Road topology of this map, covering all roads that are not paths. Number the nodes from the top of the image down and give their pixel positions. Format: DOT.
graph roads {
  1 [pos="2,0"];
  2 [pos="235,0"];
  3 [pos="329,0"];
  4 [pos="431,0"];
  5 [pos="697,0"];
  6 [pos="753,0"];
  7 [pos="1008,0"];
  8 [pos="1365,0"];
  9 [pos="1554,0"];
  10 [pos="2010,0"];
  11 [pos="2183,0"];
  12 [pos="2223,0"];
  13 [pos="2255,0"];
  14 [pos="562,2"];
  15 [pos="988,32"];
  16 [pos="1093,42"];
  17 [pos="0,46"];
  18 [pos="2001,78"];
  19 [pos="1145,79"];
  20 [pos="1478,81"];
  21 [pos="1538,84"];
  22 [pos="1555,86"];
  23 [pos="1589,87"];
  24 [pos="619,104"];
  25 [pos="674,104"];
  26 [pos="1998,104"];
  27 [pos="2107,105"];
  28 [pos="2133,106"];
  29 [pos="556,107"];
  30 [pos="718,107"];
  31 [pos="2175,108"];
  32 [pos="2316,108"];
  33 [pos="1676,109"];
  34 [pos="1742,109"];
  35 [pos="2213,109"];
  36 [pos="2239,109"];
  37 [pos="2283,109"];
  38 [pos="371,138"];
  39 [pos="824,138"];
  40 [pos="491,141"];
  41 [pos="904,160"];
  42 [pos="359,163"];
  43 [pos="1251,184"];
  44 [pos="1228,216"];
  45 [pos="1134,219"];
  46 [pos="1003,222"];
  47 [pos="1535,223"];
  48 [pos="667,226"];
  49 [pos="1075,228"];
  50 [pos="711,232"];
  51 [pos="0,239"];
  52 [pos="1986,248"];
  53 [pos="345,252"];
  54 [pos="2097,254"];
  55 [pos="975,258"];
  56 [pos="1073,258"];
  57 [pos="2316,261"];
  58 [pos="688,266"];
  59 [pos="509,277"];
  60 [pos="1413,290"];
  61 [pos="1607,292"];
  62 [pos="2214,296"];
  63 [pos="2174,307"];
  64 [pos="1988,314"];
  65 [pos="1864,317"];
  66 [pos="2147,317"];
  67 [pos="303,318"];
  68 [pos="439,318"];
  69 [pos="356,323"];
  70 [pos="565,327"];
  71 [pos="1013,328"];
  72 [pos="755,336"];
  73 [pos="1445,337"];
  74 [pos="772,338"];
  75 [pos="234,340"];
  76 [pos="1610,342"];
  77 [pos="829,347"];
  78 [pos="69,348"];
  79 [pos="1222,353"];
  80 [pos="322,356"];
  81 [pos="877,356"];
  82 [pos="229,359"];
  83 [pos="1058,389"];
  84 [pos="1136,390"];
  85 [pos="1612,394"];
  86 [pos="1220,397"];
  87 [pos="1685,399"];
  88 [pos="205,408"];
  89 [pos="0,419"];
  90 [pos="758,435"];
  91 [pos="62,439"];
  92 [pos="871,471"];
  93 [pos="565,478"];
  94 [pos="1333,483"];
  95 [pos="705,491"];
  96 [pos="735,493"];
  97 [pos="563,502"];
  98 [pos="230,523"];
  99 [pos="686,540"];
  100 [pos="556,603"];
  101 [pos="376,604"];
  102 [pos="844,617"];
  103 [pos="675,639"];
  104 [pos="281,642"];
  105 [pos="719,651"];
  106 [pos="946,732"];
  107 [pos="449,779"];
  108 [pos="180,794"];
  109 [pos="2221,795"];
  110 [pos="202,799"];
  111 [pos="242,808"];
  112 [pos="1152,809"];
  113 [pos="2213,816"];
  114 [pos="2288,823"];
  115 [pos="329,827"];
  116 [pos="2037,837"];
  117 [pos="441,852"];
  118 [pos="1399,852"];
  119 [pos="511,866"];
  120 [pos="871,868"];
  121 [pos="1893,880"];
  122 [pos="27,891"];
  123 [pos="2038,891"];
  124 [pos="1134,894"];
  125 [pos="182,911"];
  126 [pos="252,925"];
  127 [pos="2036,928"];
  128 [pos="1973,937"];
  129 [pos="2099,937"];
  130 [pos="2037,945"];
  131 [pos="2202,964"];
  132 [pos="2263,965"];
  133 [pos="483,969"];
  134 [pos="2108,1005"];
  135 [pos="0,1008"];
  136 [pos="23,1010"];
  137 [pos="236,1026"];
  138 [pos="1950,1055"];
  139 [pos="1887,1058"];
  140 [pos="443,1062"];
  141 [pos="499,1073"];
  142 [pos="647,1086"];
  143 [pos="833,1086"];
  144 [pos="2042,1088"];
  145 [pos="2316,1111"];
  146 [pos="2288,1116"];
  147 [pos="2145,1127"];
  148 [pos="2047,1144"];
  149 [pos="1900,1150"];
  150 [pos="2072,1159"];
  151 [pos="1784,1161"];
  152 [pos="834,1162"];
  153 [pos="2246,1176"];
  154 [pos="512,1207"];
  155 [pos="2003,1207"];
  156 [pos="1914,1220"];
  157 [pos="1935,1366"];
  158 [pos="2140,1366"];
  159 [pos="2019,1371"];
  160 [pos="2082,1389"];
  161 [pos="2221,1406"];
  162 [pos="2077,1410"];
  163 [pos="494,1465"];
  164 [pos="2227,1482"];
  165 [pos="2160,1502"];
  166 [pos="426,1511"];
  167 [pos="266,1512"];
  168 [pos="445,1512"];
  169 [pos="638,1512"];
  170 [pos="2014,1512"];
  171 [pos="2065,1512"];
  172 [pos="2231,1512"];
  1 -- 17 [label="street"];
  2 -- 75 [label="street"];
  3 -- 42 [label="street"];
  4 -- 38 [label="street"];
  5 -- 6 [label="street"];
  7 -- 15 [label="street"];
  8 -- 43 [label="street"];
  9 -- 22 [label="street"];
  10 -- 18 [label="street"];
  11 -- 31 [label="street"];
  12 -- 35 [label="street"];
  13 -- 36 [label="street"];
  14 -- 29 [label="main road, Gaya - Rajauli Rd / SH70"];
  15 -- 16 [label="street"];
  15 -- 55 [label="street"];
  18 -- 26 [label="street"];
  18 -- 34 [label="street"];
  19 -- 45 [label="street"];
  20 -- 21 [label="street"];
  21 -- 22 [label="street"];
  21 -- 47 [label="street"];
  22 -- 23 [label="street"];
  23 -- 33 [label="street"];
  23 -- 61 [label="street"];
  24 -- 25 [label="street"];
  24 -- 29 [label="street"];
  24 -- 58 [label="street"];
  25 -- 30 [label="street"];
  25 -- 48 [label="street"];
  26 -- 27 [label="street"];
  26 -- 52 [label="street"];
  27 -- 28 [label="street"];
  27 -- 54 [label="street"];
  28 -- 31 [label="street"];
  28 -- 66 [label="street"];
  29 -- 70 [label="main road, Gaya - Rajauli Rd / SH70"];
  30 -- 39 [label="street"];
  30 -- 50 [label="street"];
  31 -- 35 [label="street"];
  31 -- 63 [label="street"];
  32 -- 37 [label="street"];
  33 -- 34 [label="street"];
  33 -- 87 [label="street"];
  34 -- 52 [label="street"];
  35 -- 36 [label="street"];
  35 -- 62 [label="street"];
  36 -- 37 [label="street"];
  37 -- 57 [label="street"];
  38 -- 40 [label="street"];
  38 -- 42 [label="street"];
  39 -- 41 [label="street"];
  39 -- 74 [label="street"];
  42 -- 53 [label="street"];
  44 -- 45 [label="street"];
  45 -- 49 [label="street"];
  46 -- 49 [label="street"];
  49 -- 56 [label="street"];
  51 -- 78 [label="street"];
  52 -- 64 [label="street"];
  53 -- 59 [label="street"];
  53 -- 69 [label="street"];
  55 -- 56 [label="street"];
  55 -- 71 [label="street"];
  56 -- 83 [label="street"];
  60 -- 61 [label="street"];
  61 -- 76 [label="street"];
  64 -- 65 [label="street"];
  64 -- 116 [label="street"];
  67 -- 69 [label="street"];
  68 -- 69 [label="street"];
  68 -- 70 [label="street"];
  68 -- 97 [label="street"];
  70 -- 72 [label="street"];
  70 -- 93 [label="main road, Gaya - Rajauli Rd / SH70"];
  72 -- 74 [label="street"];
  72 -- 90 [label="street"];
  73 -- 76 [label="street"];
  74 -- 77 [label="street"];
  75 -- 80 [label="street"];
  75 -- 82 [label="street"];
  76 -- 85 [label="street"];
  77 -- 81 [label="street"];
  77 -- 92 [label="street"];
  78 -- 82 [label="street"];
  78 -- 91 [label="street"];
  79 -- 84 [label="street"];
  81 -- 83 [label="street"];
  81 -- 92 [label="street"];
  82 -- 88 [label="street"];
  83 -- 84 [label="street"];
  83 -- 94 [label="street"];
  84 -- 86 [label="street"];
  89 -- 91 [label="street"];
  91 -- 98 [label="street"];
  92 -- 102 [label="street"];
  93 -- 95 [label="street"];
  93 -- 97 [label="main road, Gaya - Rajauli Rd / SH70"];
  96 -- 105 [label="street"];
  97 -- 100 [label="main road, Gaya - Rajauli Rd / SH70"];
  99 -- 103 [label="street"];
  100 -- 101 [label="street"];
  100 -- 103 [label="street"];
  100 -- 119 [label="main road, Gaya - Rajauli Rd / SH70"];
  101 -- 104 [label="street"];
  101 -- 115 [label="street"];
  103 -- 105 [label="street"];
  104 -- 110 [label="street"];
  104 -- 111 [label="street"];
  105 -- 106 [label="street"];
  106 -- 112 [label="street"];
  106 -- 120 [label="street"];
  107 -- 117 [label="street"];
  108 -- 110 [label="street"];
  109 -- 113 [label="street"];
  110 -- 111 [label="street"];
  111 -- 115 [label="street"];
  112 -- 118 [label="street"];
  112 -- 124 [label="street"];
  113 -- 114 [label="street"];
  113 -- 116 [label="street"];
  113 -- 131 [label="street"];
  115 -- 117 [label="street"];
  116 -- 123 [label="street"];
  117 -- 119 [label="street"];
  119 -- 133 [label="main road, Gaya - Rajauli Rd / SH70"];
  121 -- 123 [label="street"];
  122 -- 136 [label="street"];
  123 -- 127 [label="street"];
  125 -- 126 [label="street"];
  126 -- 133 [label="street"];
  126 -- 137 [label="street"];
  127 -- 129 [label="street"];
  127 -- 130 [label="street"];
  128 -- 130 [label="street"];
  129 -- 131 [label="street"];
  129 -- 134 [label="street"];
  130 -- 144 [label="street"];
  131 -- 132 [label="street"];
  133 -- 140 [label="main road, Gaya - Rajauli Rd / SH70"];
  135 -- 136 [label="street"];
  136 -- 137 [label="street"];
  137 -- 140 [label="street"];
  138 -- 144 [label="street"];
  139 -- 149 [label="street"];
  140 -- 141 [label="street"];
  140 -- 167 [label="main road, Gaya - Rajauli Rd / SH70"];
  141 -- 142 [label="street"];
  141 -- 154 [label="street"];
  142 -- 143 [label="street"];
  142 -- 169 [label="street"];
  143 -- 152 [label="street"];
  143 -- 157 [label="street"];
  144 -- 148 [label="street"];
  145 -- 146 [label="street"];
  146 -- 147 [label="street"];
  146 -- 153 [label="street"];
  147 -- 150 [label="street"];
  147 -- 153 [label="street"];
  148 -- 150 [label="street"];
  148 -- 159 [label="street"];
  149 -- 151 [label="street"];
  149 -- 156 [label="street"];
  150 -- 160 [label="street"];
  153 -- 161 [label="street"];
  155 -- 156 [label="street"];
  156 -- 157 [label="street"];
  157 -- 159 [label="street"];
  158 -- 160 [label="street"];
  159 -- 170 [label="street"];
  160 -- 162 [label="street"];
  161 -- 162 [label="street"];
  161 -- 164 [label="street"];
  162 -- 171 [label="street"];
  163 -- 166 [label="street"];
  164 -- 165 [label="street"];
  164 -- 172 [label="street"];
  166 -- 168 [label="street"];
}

### Activity
Looking at the data above, work out how many lines contain "Gaya" and answer with the figure only.

### Solution
9